И Иван Иннокентьевич Серебренников, секретарь городской думы, с удовольствием записал в своём дневнике: «Сегодня, 22 июля 1916 года, состоялось большое гуляние в Александровском сквере, устроенное в пользу Иркутского комитета Союза городов. В устройстве гуляния приняла деятельное участие местная колония японцев. На карбазе, поставленном на Ангаре вблизи сквера, был устроен японский чайный домик, где гейши подавали гостям чай. Большой успех имели у публики японские пантомимы и японский балет». 

Коротко говоря, господин Сасичи-Макаре, заведующий станцией испытания растений в Токио, почувствовал себя будто дома, что крайне важно для долгосрочного командированного. А Сасичи-Макаре, добравшийся морем до России, объехал уже и Западную Сибирь, и часть Восточной. Правда, при переводе на русский исследования особенностей климата и его влияния на жизнь растений упрощались до «ботаникой занимается», а ему показывали лучшие огороды и сады. Вот и в Иркутске Сасичи первым делом отвели к правительственному агроному при управлении генерал-губернатора. 

Тот несколько смутился, однако ж не утаил, что попал впросак этим летом: департамент земледелия обещал дать немного денег, и в расчёте на них он организовал посадку картофеля на облюбованных шести сотках под Усольем.

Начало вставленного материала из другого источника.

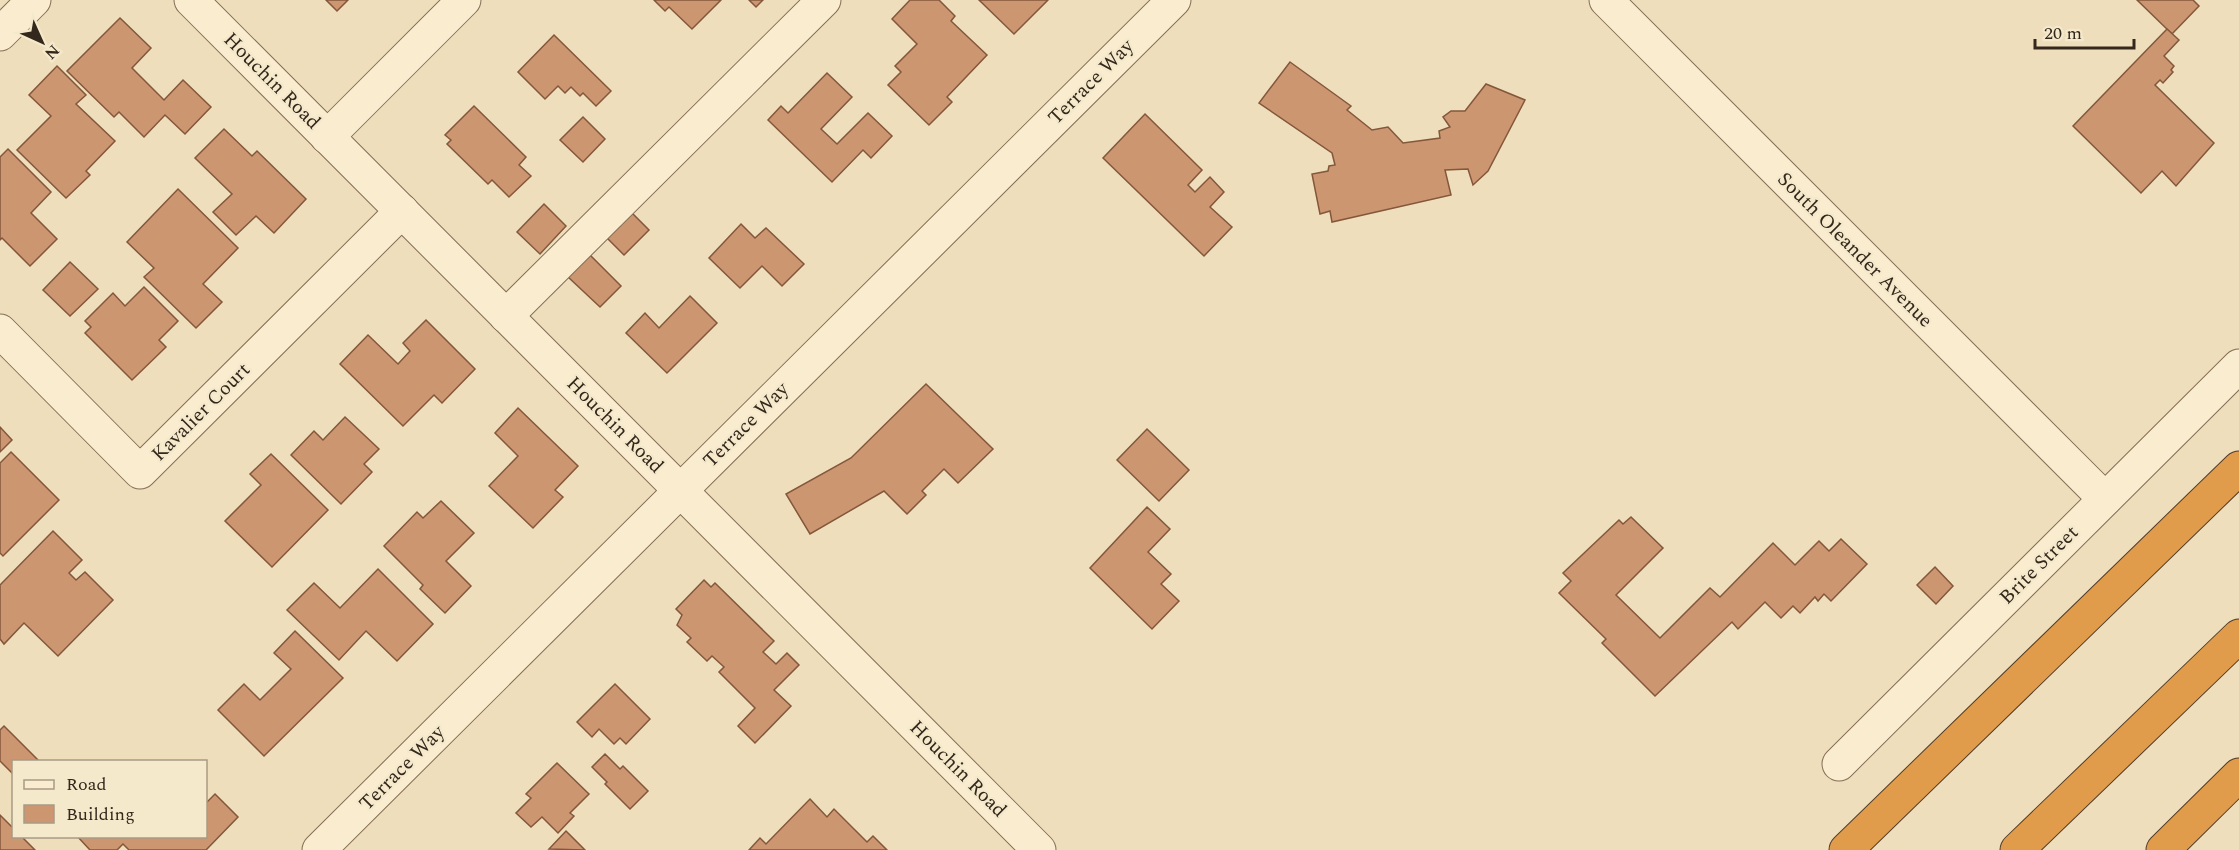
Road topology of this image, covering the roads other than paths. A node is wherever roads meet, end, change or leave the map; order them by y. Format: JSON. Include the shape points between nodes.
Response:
{"nodes":[{"id":1,"x":34,"y":0,"type":"edge"},
{"id":2,"x":191,"y":0,"type":"edge"},
{"id":3,"x":464,"y":0,"type":"edge"},
{"id":4,"x":824,"y":0,"type":"edge"},
{"id":5,"x":1174,"y":0,"type":"edge"},
{"id":6,"x":1606,"y":0,"type":"edge"},
{"id":7,"x":0,"y":34,"type":"edge"},
{"id":8,"x":327,"y":136,"type":"junction"},
{"id":9,"x":402,"y":212,"type":"junction"},
{"id":10,"x":506,"y":316,"type":"junction"},
{"id":11,"x":0,"y":331,"type":"edge"},
{"id":12,"x":2239,"y":366,"type":"edge"},
{"id":13,"x":2239,"y":468,"type":"edge"},
{"id":14,"x":680,"y":491,"type":"junction"},
{"id":15,"x":2105,"y":499,"type":"junction"},
{"id":16,"x":2239,"y":636,"type":"edge"},
{"id":17,"x":1839,"y":764,"type":"dead end"},
{"id":18,"x":2239,"y":775,"type":"edge"},
{"id":19,"x":2239,"y":799,"type":"edge"},
{"id":20,"x":319,"y":850,"type":"edge"},
{"id":21,"x":1039,"y":850,"type":"edge"},
{"id":22,"x":1846,"y":850,"type":"edge"},
{"id":23,"x":2017,"y":850,"type":"edge"},
{"id":24,"x":2163,"y":850,"type":"edge"},
{"id":25,"x":2192,"y":850,"type":"edge"}],
"edges":[{"from":1,"to":7,"type":"street"},
{"from":2,"to":8,"type":"street","name":"Houchin Road"},
{"from":3,"to":8,"type":"street"},
{"from":4,"to":10,"type":"street"},
{"from":5,"to":14,"type":"street","name":"Terrace Way"},
{"from":6,"to":15,"type":"street","name":"South Oleander Avenue"},
{"from":8,"to":9,"type":"street","name":"Houchin Road"},
{"from":9,"to":10,"type":"street","name":"Houchin Road"},
{"from":9,"to":11,"type":"street","name":"Kavalier Court","via":[[140,472]]},
{"from":10,"to":14,"type":"street","name":"Houchin Road"},
{"from":12,"to":15,"type":"street","name":"Brite Street"},
{"from":13,"to":22,"type":"highway"},
{"from":14,"to":20,"type":"street","name":"Terrace Way"},
{"from":14,"to":21,"type":"street","name":"Houchin Road"},
{"from":15,"to":17,"type":"street","name":"Brite Street"},
{"from":16,"to":23,"type":"highway"},
{"from":18,"to":24,"type":"highway"},
{"from":19,"to":25,"type":"highway"}]}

Да подсадил к ним ещё капусту, свёклу и морковь. Затраты составили 800 руб., 600 из которых одолжило Иркутское сельскохозяйственное общество, остальное же агроном приплатил из собственного портмоне. И вот, когда он уже договорился с будущими охранниками и подсобными рабочими о поливке-прополке, из департамента сообщили: денег нет и не будет. 

– Очень, очень сожалею, что Вам придётся подать в отставку, – вырвалось у Сасичи. Но правительственный агроном отнюдь не выглядел удручённым:

– Правление местного сельскохозяйственного общества постановило «довести дело до конца, считать устроенный огород своей собственностью и принять на себя все расходы».

– Неужели рассчитывают на высокую прибыль?

– Ну что Вы! Разве возможно такое в нашем климате? Предположительные расходы на усольский огород составляют 1572 руб., а предположительные доходы – лишь на три рубля больше, – он рассмеялся невесело. – Ну а по части огородных чудес Вам лучше к заезжим китайцам обратиться. 

Ко-Хо-Я выбирает Кузьмиху

 К началу нынешнего, 1916 года в Иркутск понаехало немало китайцев, и все сразу принялись хлопотать о земле. Большинство просто договаривались с домовладельцами из предместий, а Ко-Хо-Я обратился в управу с официальным ходатайством.

 – Да-а, а запросик-то скромным не назовёшь, – удивился секретарь комиссии по городским угодьям. – Этот Ко-Хо-Я хочет на 10–12 лет участок, примыкающий к Сибиряков-ской даче.

– А почему бы и нет? – подумав, рассудил председатель. – Место пустое, неухоженное, обыватели там и днём-то побаиваются ходить, а Ко-Хо-Я обиходит да к тому же и принесёт нам арендную денежку. Думаю, если в первые три года будем брать с него по 25 руб., а после по 50, за двенадцать-то лет выйдет куда как прилично.

– Но у нас по огородной аренде не имеется руководящих данных, – ввинтил секретарь. – Придётся готовить в думу доклад, а там уж как в очередь поставят на рассмотрение.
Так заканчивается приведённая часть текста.